TASK STATEMENT
Since only the total is wanted, give the number of lines in the listing below that hold the string "Jalan" and add nothing.

EXTRACTED DATA
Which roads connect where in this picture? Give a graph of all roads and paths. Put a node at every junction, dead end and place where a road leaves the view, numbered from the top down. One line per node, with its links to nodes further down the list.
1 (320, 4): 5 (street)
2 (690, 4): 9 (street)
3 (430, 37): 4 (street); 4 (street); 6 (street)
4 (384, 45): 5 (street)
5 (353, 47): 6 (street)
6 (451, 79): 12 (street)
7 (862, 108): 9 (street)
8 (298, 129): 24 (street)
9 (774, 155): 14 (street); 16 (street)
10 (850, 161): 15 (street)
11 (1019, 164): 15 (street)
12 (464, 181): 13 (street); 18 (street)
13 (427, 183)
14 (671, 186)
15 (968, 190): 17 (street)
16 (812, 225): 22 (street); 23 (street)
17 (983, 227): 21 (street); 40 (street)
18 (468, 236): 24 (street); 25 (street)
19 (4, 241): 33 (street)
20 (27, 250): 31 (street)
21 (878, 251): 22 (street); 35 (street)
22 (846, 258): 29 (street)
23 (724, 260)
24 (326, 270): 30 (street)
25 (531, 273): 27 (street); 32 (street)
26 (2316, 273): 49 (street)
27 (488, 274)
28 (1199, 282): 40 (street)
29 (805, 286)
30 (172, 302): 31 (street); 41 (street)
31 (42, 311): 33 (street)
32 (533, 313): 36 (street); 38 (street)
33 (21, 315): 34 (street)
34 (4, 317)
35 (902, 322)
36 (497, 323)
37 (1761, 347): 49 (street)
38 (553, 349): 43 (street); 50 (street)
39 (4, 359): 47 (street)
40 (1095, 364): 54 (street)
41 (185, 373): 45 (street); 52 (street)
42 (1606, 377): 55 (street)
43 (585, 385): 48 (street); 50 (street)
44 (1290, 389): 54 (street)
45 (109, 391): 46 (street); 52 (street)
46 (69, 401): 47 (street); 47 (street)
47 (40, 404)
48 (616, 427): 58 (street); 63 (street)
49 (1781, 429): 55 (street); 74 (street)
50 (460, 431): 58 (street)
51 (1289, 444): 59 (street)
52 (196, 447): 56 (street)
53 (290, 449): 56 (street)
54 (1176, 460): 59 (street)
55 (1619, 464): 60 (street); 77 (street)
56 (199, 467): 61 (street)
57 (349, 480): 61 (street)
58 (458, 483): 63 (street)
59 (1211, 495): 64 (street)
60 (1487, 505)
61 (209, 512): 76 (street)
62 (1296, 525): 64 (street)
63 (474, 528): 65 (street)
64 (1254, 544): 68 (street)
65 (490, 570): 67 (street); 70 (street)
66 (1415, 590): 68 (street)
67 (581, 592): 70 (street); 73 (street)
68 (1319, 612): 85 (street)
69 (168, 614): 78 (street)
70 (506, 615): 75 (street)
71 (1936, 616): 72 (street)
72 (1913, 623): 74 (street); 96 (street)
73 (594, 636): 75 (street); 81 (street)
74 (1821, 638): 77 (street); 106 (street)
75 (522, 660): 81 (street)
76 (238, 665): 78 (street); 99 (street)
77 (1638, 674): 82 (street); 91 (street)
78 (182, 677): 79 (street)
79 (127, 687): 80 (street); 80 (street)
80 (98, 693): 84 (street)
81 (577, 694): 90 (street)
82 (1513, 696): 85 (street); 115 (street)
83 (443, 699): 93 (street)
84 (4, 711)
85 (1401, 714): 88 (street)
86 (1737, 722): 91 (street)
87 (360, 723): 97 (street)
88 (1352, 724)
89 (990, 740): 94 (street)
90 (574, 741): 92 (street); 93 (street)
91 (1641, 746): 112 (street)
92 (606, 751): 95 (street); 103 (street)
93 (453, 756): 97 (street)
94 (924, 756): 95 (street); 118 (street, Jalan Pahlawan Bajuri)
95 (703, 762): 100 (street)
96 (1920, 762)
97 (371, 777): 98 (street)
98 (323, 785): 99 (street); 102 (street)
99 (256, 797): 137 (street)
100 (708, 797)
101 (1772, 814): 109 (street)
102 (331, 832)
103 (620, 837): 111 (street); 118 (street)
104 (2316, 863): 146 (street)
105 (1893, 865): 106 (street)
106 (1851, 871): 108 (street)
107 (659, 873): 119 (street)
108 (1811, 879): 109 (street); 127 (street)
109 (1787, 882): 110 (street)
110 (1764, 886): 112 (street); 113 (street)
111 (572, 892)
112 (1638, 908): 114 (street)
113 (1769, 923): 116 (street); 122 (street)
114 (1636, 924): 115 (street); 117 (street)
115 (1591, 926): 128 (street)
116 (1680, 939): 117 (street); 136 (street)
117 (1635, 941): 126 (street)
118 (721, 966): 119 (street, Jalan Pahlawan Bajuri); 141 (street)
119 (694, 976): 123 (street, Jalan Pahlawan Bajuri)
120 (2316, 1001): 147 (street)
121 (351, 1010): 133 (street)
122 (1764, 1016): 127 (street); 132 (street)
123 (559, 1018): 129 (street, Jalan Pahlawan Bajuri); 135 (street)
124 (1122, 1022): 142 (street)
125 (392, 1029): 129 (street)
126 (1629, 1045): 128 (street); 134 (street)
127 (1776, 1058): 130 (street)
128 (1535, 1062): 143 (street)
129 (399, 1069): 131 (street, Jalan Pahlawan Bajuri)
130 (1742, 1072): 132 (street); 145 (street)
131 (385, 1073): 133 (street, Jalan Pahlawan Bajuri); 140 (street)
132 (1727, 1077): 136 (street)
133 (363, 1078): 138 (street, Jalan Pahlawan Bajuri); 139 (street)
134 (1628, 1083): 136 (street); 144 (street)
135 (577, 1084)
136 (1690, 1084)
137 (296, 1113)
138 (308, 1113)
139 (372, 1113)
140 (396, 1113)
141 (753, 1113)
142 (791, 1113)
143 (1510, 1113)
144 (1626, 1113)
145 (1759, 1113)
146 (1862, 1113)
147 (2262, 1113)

OUTPUT FOR THIS TASK
7